Connecticut is considered one of the richest states in the country, yet headlines spread fear about the state of our poor economy. There are several key factors that have caused Connecticut’s financial problems, many of which were preventable. These include deteriorating infrastructure, population trends and burdensome financial obligations. Connecticut has been the thoroughfare for much of the northeast’s wealth and commerce for many years, but times have changed, and Connecticut is feeling the squeeze from its own economic downturn.
Infrastructure in any state is as important as the heart and lungs are to the human body. Interstate 95 runs the entire length of the eastern coastal United States and it also traverses the state of Connecticut, carrying countless amounts of commerce and trade. This highway has been neglected, along with many other roadways in our state.
After years of neglect, the state has been forced to pump millions of dollars into the repair of the outdated and congested transportation infrastructure. Connecticut is the corridor that connects two of the Northeast’s large business centers, Boston and New York City. What leaders in Hartford should have seen as a vital conduit into its state was left to the hard cold winters and high volumes of traffic that have caused vast material failures for travelers.
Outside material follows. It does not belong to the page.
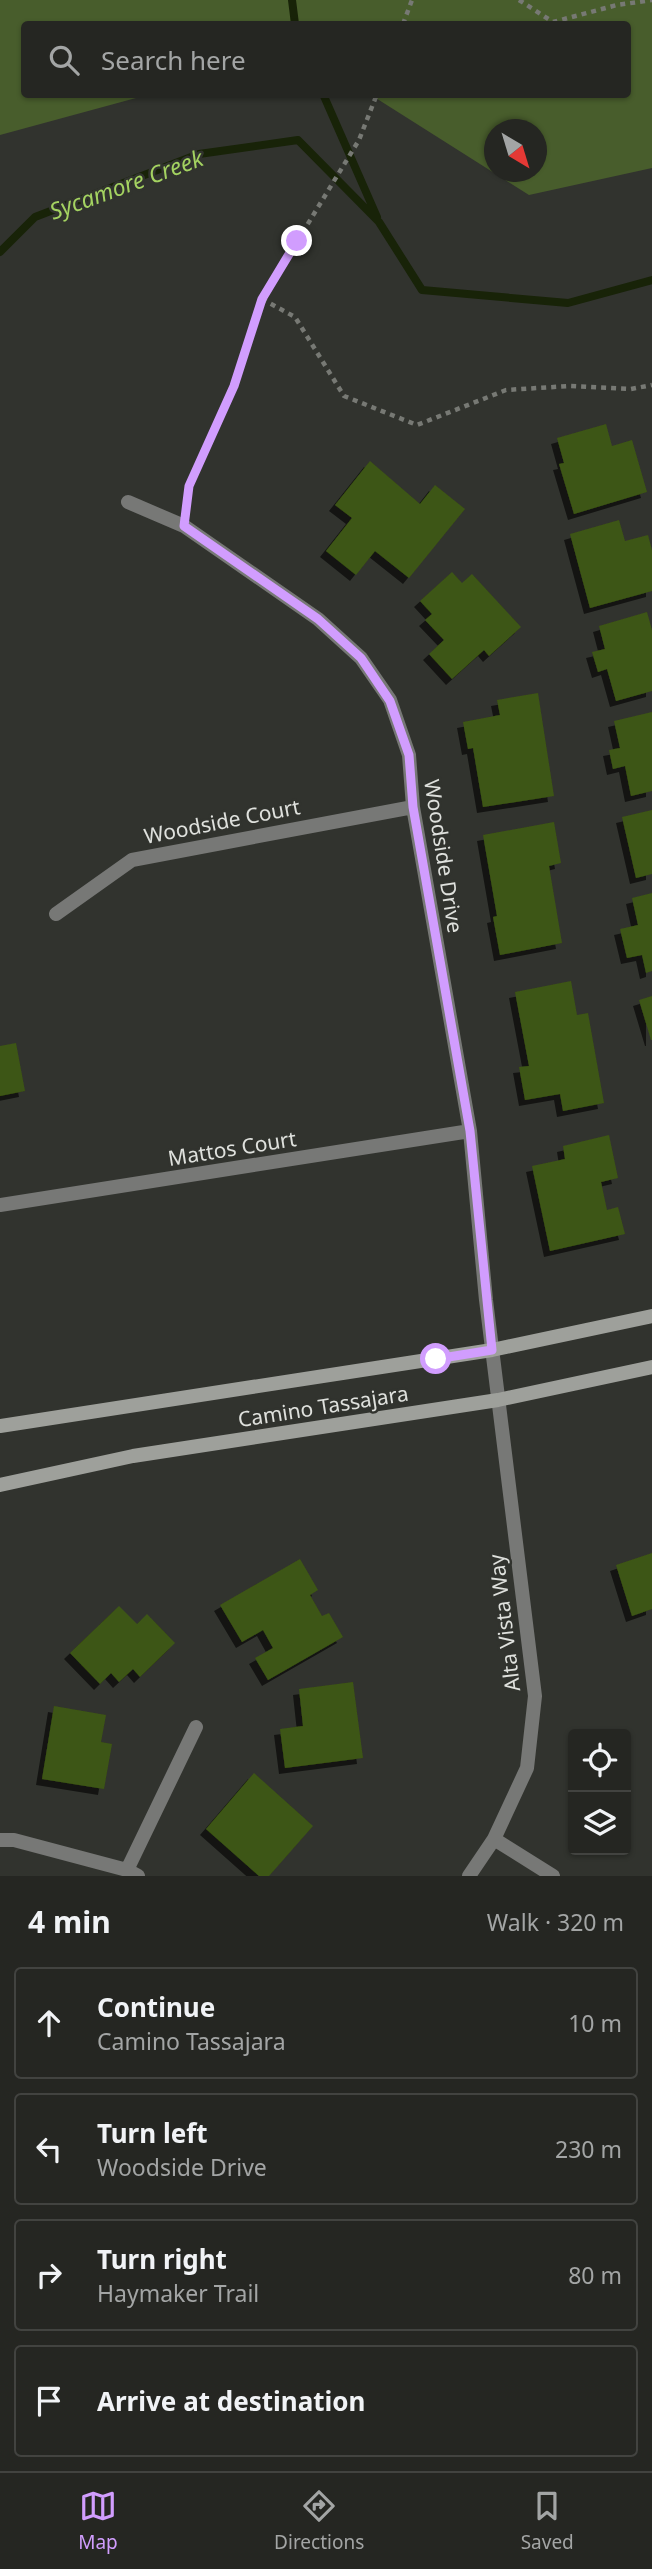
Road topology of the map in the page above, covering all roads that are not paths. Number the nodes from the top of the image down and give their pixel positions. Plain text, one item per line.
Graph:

Population trends have also played a role in Connecticut’s troubles. The higher than average median age for the residents of Connecticut is influencing economics in several ways. Older residents are more likely to be retired and to be living on a fixed income. The restrictions associated with a lower, structured income make living in Connecticut difficult because of the ever increasing property, income and sales taxes. This has caused a great migration of Connecticut’s population to states where the tax environment is more stable, which may explain why over 300,000 more people have left the state than moved to it over the last 20 years.
The final and probably largest reason for Connecticut’s financial crisis is the huge, unfunded public-sector liabilities which Connecticut has continued to retain even though these numbers are impossible to maintain. Inflated entitlement programs and state responsibilities have placed an economic burden on the state that property, sales and income tax alone cannot fix
Connecticut is showing signs of economic turmoil. Some are blaming our current situation on big government spending, others point to income inequality and high taxes, while others blame slow growing employment rates and increasing retirement rates. So the question many politicians seem to be asking themselves is, do we increase our tax rates, again, and hope that the increased state revenues help offset the budget deficit, or do we cut state-spending and better manage our expenditures?
Like most debatable topics, it’s hard to find the right answer. What we need to do is compromise, set a budget plan and stick to it. Seriously looking at what we take in and what is going out is step one. We need to analyze our fixed and varying expenses, and take a closer look at what programs or services can be eliminated, outsourced or delegated to other organizations. In the grand scheme of things, it doesn’t seem like this should be so difficult, even if it means making hard decisions now. Short-term pain can lead to long-term economic gains.
Jammie Barnhill is a student at Goodwin College.